#### [TASK DESCRIPTION]
Output all entries below exactly as they are given.

#### [DATA EXCERPTS]
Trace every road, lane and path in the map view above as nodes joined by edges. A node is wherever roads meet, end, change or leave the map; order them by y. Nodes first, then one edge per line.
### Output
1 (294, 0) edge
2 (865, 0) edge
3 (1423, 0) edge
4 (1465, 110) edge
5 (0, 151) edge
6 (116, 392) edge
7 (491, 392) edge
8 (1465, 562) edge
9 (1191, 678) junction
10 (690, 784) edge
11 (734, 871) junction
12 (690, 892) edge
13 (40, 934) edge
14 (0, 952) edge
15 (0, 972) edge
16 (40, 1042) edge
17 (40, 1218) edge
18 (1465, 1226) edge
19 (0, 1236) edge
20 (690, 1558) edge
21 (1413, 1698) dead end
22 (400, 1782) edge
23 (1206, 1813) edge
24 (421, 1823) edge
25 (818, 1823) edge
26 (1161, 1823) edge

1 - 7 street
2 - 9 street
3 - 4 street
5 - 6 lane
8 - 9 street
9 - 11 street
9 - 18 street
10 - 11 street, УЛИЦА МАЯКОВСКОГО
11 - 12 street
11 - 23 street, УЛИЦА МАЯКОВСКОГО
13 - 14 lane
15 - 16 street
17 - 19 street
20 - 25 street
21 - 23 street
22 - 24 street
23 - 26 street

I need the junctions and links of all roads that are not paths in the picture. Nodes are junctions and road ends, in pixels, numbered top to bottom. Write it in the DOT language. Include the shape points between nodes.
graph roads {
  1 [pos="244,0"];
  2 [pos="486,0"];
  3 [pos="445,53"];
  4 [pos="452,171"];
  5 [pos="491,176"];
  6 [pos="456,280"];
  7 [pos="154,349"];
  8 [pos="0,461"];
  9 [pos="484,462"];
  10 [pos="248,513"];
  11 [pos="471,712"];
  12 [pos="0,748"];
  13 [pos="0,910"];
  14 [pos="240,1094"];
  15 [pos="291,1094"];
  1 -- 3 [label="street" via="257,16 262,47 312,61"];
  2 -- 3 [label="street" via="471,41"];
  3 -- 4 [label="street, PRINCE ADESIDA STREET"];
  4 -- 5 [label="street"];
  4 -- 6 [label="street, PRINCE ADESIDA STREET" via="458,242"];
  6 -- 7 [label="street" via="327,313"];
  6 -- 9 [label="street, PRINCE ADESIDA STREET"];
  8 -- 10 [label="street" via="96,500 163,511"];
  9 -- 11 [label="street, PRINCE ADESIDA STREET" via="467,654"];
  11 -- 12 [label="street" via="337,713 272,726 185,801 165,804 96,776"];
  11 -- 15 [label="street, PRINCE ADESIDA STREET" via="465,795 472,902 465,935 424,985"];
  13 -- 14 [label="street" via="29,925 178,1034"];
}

#### [ANSWER SECTION]
Trace every road, lane and path in the map view above as nodes joined by edges. A node is wherever roads meet, end, change or leave the map; order them by y. Nodes first, then one edge per line.
### Output
1 (294, 0) edge
2 (865, 0) edge
3 (1423, 0) edge
4 (1465, 110) edge
5 (0, 151) edge
6 (116, 392) edge
7 (491, 392) edge
8 (1465, 562) edge
9 (1191, 678) junction
10 (690, 784) edge
11 (734, 871) junction
12 (690, 892) edge
13 (40, 934) edge
14 (0, 952) edge
15 (0, 972) edge
16 (40, 1042) edge
17 (40, 1218) edge
18 (1465, 1226) edge
19 (0, 1236) edge
20 (690, 1558) edge
21 (1413, 1698) dead end
22 (400, 1782) edge
23 (1206, 1813) edge
24 (421, 1823) edge
25 (818, 1823) edge
26 (1161, 1823) edge

1 - 7 street
2 - 9 street
3 - 4 street
5 - 6 lane
8 - 9 street
9 - 11 street
9 - 18 street
10 - 11 street, УЛИЦА МАЯКОВСКОГО
11 - 12 street
11 - 23 street, УЛИЦА МАЯКОВСКОГО
13 - 14 lane
15 - 16 street
17 - 19 street
20 - 25 street
21 - 23 street
22 - 24 street
23 - 26 street

I need the junctions and links of all roads that are not paths in the picture. Nodes are junctions and road ends, in pixels, numbered top to bottom. Write it in the DOT language. Include the shape points between nodes.
graph roads {
  1 [pos="244,0"];
  2 [pos="486,0"];
  3 [pos="445,53"];
  4 [pos="452,171"];
  5 [pos="491,176"];
  6 [pos="456,280"];
  7 [pos="154,349"];
  8 [pos="0,461"];
  9 [pos="484,462"];
  10 [pos="248,513"];
  11 [pos="471,712"];
  12 [pos="0,748"];
  13 [pos="0,910"];
  14 [pos="240,1094"];
  15 [pos="291,1094"];
  1 -- 3 [label="street" via="257,16 262,47 312,61"];
  2 -- 3 [label="street" via="471,41"];
  3 -- 4 [label="street, PRINCE ADESIDA STREET"];
  4 -- 5 [label="street"];
  4 -- 6 [label="street, PRINCE ADESIDA STREET" via="458,242"];
  6 -- 7 [label="street" via="327,313"];
  6 -- 9 [label="street, PRINCE ADESIDA STREET"];
  8 -- 10 [label="street" via="96,500 163,511"];
  9 -- 11 [label="street, PRINCE ADESIDA STREET" via="467,654"];
  11 -- 12 [label="street" via="337,713 272,726 185,801 165,804 96,776"];
  11 -- 15 [label="street, PRINCE ADESIDA STREET" via="465,795 472,902 465,935 424,985"];
  13 -- 14 [label="street" via="29,925 178,1034"];
}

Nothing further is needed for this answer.